Exercise brief:
In the material below, find every line with "WARPNOWSKA" and pull it out.

___

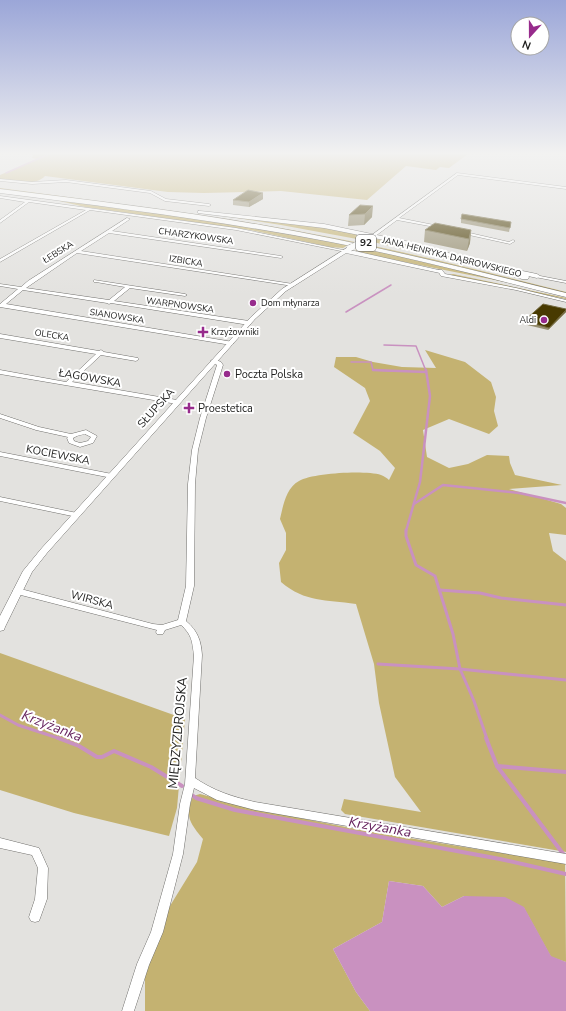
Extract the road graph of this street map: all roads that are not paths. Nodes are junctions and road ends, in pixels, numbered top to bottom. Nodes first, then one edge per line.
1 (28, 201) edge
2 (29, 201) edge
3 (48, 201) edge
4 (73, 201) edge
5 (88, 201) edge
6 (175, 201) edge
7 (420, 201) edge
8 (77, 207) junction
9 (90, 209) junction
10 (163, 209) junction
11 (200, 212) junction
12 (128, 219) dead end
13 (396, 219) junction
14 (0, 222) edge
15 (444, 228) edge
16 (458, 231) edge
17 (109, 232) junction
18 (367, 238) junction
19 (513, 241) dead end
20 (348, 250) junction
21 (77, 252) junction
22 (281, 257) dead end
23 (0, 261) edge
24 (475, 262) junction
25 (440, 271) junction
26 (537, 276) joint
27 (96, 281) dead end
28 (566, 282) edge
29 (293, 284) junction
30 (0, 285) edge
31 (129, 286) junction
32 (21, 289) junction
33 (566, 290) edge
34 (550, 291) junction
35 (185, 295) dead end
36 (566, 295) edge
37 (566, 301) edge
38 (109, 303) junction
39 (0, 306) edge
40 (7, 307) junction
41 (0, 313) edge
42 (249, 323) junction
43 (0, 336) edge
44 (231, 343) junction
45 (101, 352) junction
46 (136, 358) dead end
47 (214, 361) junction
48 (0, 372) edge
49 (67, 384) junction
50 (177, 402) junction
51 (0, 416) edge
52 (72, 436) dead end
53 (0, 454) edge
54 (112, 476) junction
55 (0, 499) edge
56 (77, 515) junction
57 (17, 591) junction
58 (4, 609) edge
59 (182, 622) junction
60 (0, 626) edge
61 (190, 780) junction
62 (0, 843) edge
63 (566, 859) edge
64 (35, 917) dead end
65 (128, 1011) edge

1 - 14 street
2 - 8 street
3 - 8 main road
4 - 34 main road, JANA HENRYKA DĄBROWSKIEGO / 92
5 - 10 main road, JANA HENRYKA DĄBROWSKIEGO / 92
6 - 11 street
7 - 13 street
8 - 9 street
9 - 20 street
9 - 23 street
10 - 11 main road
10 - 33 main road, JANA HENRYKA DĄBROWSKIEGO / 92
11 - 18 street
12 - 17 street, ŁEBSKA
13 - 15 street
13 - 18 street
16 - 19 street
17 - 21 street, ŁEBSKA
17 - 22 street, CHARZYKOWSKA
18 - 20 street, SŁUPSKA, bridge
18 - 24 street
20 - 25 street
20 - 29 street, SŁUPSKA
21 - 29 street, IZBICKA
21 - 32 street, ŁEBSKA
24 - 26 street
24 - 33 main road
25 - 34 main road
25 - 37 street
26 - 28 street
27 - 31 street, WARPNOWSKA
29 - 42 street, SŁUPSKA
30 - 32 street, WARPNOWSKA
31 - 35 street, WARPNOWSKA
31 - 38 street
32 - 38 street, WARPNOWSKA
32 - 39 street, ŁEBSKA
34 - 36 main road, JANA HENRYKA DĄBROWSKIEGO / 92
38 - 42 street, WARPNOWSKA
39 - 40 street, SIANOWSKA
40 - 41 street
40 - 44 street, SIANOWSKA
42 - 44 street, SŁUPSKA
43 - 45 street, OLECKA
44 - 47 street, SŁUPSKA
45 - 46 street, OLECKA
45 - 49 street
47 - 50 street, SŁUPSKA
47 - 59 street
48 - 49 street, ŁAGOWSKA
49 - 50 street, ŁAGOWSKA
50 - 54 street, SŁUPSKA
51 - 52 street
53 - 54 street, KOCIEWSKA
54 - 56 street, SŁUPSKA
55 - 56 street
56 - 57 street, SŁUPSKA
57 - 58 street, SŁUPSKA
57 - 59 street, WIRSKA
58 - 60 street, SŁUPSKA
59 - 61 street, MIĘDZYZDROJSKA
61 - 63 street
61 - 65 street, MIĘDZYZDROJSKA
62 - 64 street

___

Exercise result:
27 - 31 street, WARPNOWSKA
30 - 32 street, WARPNOWSKA
31 - 35 street, WARPNOWSKA
32 - 38 street, WARPNOWSKA
38 - 42 street, WARPNOWSKA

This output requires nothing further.